HALIFAX - Post-tropical storm Dorian may have left Atlantic Canada but the scars it inflicted across the region with its hurricane strength wind gusts and torrential rain will take some time to disappear.

Utility companies in Nova Scotia, New Brunswick, P-E-I and Newfoundland and Labrador are facing a mammoth job in restoring electricity to hundreds of thousands of customers left in the dark.

Dorian flattened trees that pulled down power poles across a vast area and all of that tangled debris littering streets is now making the work of utility crews that much harder.

Nova Scotia Power reported early this morning that nearly 200-thousand of its customers are still waiting to be reconnected, while thousands more in the other Atlantic provinces faced a similar fate.

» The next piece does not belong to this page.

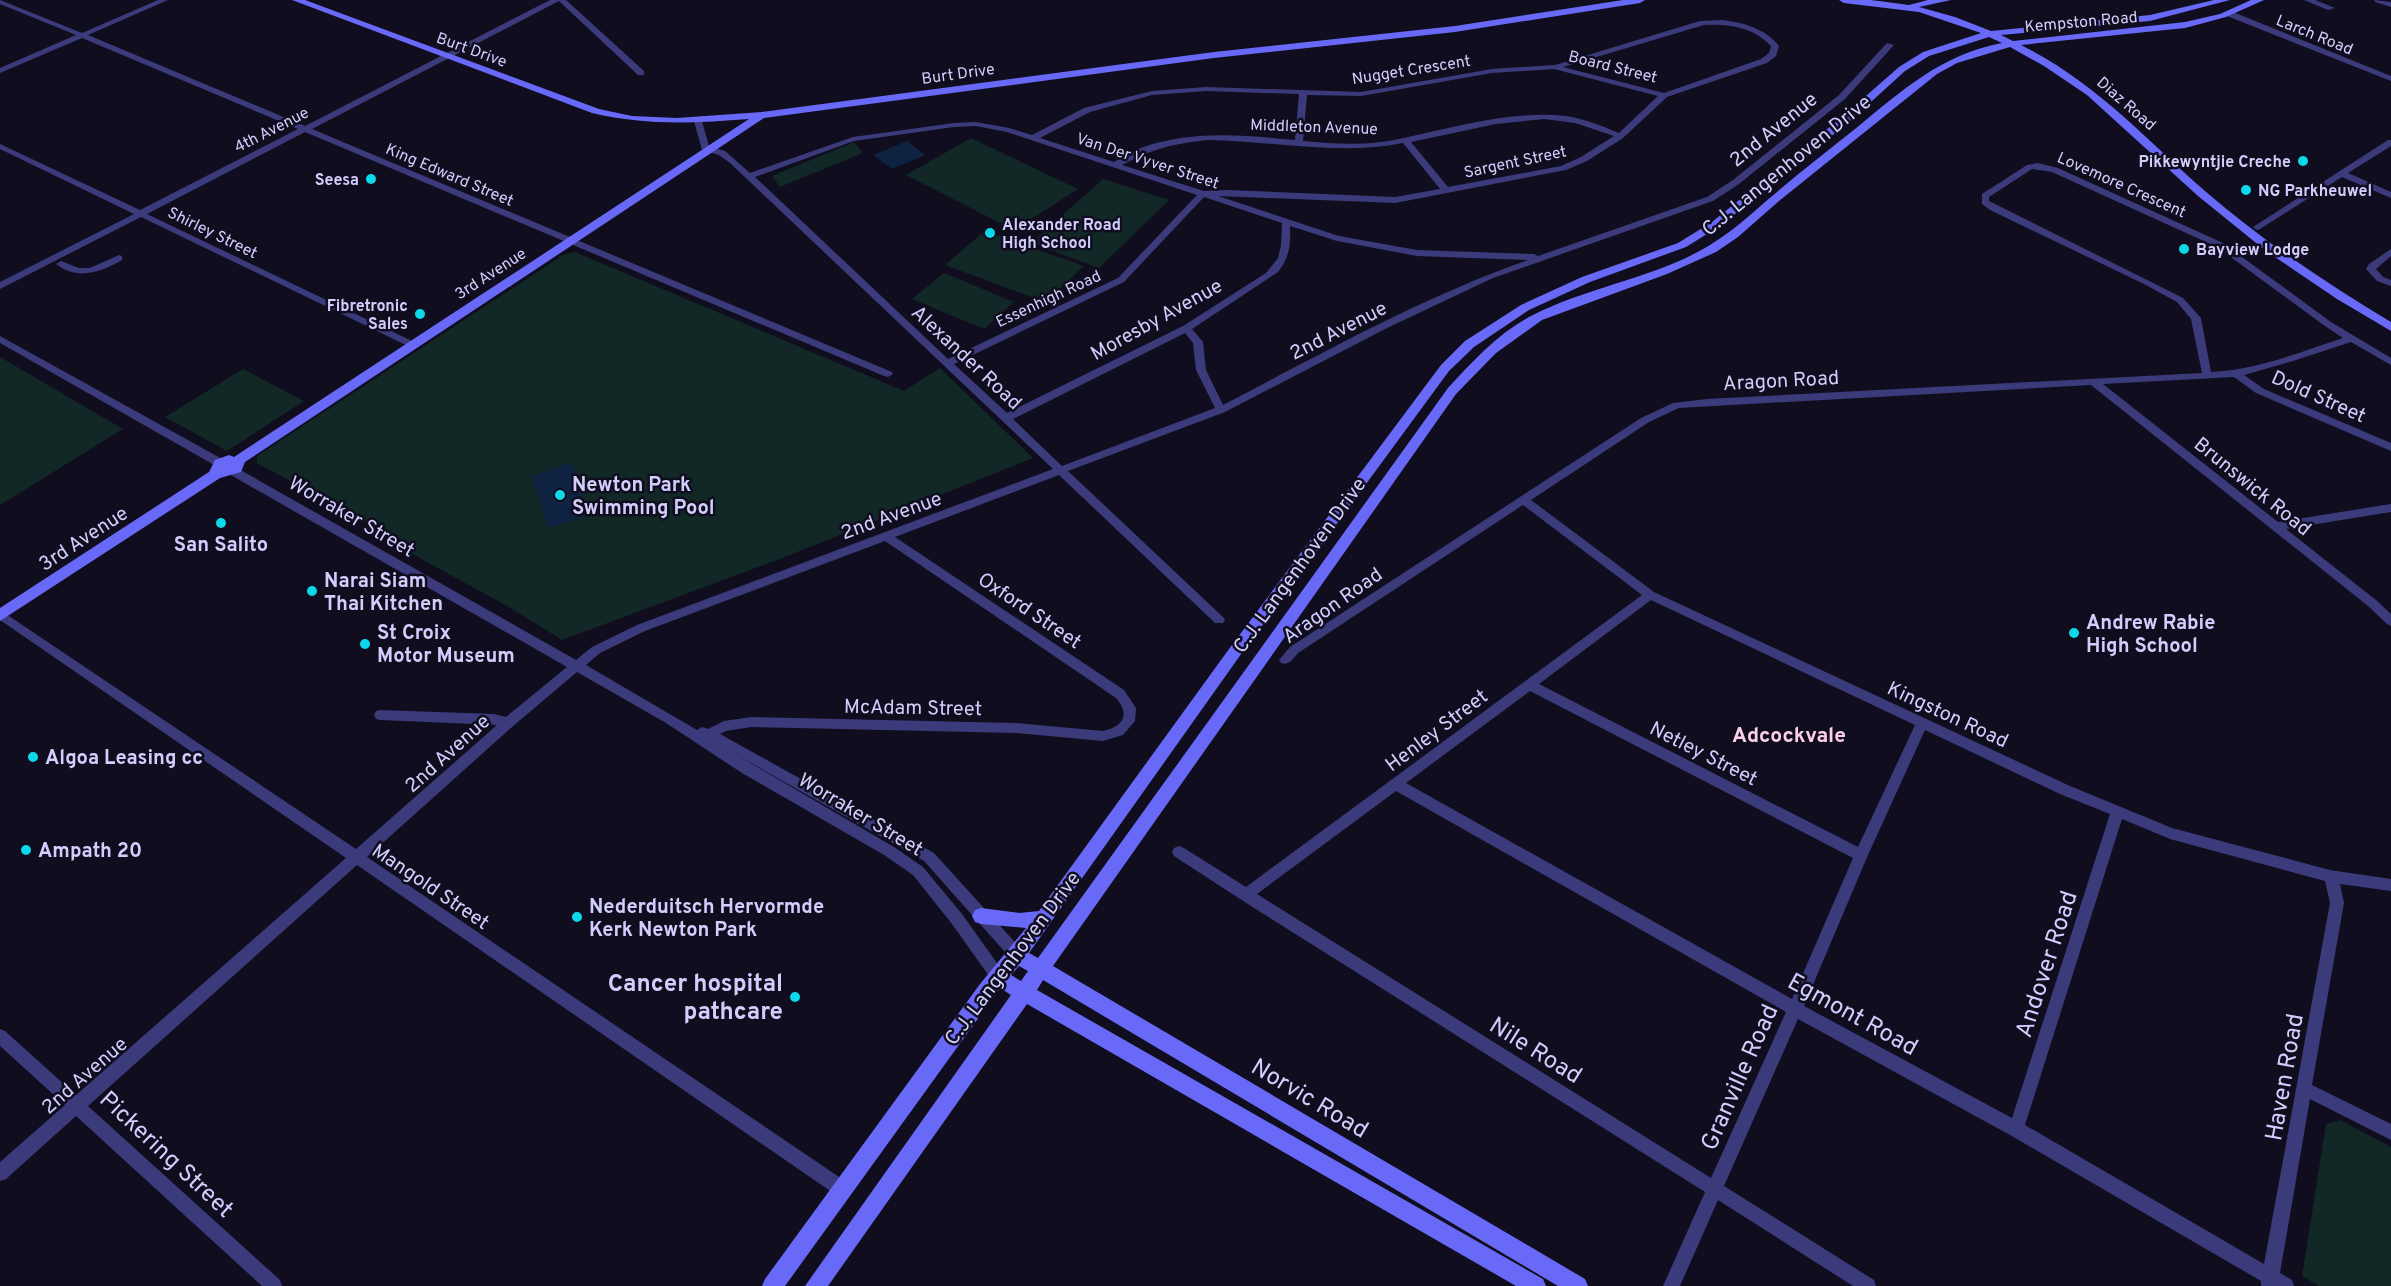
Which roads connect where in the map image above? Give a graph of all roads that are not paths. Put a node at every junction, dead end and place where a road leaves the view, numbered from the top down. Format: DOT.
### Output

On Sunday, N-S Power C-E-O Karen Hutt called the situation a “worst case scenario.”

She said even with the help of utility crews from Quebec, Ontario, New Brunswick, Florida and Maine, it will likely be next week before the lights are back on in all areas of the province.

Those crews are also getting some help from Canadian Armed Forces personnel who are helping clear roads so utility vehicles can get to job sites.

Many schools across Nova Scotia are closed today, and emergency officials have been urging people in hard hit areas to stay home - both for their own safety and to give cleanup crews more elbow-room to work.